Un bruco curioso, giallo a pois, con due occhi grandi color zaffiro e una lingua lunga quasi quanto il suo corpo ciccioso. Era un bruco talmente curioso che aveva sempre con sé uno zainetto, adagiato sulla sua pellaccia gelatinosa, che ad ogni balzetto e strisciata, ballonzolava di qua e di là, ma lo seguiva sempre. In ogni anfratto di fiori e erbette. E ogni qualvolta che usciva di casa, dalla sua tana, si caricava sul dorso lo zainetto. Oh, metti che devi partire per una piccola avventura, che fa, non ti porti lo zainetto? Eh no, bisogna essere pronti. Sempre.
Insomma, Lucio, il bruco curioso, da grande non voleva essere mica una farfalla. Voleva fare il bruco esploratore. Rimanere con la sua ciccetta a terra, strisciare ovunque. Piano. Lento. Per osservare bene tutto e tutti.
Mannaggia, tutti i bruchi e le bruche, però lo prendevano un pochino in giro. Ma che sei scemo che vuoi rimanere bruco?
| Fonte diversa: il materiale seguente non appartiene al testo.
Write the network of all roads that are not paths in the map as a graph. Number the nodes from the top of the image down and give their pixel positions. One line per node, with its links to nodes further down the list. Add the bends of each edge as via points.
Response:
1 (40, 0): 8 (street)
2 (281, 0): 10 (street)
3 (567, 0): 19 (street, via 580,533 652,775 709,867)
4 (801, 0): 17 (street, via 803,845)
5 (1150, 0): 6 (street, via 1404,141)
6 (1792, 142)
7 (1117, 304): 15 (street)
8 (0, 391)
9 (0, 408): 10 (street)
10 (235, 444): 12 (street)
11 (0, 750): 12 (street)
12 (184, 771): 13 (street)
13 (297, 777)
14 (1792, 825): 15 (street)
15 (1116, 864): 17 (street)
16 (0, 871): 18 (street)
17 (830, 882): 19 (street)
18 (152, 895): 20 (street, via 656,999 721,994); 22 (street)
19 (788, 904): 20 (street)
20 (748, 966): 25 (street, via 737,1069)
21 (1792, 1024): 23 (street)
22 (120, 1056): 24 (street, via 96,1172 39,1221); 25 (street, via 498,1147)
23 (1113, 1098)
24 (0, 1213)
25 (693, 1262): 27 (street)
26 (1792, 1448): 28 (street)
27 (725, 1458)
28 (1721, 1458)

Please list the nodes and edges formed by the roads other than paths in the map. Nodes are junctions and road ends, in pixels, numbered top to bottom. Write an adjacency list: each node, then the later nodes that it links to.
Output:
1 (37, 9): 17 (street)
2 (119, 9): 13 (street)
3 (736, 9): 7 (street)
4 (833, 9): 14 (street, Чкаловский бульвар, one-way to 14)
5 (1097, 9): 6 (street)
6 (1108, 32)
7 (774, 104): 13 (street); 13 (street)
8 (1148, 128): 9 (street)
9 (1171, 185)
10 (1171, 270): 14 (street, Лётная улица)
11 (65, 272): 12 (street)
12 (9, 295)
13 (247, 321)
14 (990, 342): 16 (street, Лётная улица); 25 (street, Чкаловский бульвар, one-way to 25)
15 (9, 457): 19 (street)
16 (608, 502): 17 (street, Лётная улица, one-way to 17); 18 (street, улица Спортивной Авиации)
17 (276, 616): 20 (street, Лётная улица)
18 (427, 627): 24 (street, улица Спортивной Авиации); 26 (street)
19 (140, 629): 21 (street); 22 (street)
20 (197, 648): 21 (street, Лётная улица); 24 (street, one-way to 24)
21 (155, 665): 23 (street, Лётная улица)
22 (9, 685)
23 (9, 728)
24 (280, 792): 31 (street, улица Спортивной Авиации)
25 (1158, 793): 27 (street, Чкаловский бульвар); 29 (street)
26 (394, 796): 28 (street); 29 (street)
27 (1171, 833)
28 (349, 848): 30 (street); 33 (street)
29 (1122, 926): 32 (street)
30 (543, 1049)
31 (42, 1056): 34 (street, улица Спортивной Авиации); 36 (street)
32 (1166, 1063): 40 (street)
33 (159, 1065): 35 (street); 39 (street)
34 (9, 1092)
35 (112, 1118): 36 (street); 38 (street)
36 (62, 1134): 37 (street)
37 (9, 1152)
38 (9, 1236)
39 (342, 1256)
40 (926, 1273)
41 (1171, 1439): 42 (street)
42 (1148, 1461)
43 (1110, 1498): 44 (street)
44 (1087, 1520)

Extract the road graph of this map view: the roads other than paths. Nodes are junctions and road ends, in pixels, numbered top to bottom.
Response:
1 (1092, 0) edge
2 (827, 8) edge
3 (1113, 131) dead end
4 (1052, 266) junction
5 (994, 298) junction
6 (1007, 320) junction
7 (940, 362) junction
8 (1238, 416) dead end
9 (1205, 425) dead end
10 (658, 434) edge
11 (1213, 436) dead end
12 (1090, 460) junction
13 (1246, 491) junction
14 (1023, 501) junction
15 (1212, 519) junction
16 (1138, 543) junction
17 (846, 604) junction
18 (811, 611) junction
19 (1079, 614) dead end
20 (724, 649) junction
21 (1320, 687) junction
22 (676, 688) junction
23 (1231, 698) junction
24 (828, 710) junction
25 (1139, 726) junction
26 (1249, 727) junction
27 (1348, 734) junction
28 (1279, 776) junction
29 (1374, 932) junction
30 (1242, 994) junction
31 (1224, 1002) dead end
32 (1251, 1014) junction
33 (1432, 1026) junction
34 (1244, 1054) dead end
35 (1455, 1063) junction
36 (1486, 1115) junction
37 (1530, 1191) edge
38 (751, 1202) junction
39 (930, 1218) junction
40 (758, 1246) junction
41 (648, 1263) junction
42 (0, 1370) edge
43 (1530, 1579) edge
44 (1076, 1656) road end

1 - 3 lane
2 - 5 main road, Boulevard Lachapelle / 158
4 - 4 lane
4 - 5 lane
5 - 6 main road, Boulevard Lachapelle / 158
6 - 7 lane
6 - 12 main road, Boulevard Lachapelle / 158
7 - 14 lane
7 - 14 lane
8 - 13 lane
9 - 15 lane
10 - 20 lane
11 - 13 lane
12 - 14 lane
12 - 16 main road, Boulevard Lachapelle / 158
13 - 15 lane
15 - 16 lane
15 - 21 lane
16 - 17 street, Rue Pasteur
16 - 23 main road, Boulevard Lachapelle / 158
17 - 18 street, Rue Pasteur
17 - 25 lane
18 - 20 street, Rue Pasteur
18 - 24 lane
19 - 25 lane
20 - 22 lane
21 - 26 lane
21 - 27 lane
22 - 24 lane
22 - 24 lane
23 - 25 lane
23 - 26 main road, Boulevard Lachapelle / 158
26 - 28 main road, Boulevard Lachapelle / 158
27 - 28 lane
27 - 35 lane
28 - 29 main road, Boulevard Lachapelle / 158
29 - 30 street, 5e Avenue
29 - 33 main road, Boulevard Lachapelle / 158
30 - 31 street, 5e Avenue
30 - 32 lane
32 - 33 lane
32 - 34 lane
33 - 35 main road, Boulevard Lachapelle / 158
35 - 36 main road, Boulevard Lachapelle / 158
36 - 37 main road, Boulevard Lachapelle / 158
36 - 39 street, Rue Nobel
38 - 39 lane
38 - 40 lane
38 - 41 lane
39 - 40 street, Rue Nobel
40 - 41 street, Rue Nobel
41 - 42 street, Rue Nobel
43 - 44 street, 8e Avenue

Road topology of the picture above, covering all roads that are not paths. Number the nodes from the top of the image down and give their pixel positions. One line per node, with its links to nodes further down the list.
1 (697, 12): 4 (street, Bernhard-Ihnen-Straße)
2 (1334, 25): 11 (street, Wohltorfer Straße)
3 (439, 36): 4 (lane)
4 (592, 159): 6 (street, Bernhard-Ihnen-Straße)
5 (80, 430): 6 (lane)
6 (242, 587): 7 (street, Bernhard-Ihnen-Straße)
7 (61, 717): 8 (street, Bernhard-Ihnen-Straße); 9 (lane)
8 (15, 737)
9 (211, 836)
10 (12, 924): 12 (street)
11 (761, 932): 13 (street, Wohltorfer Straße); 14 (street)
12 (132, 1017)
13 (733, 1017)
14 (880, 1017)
Noi bruchi, un giorno, saremo delle bellissime farfalle. Voleremo alte e felici, potremmo percorrere metri in pochi istanti e dall’alto guardaremo il mondo. Ma Lucio era perplesso. Perché guardare il mondo dall’alto, se si può esplorare standoci proprio dentro? E perché muoversi così veloci, addirittura due metri al minuto, se lui, piano piano, percorrendo centimetri all’ora, poteva assaporare tutta la rugiada del mondo e guardare divertito le erbette di campo agitarsi al vento? No no, lui rispondeva. Io da grande, col cavolo che faccio la farfalla. Io da grande faccio il bruco esploratore.

E così, passarono settimane e settimane, il piccolo Lucio, da piccolo bruco a pois ciccioso, divenne un grande brucone a pois molle molle molle, pronto quasi per farsi crisalide.

Ma, carissimi e carissime, Lucio ebbe un’idea. Geniale, come solo un bruco poteva avere. Ma se io mi sotterro, mi nascondo per bene, magari Madre Natura non si accorge di me, e non mi fa diventare farfalla.

Fu così che Lucio si andò a nascondere sotto terra. Ma proprio sotto sotto. Con il suo bel culone fece una super buca di 8 centimetri e si mise la. Nascosto. Zitto zitto. E aspettó.

Passarono i giorni e Lucio divenne lo stesso una crisalide. E ancora giorni e giorni e giorni. E dal bozzolo uscì una farfalla a pois. Cicciona e bella.
Ma senza ali. Forse stare lì sotto terra, in una posizione strana, aveva reso la crisalide un pochino stramba e le alette non si erano formate. Lucio, la farfalla senza ali.

Yuppie, disse Lucio. Finalmente ora sono un bruco esploratore. Andrò ovunque in questo prato. Lento, piano, esplorando ogni piccolo dettaglio. Che bello.

E così che visse, Lucio, felice e contento per tutta la sua vita, due giorni.

Perché, vedete, non è importante ciò che il mondo vuole tu diventi. Non è importante ciò che ti dicono di fare o non fare.

Ciò che conta davvero sei tu. Tu e quello che vuoi essere.

Perché in fondo, tu, puoi essere tutto ciò che vuoi. Anche un bruco esploratore a pois.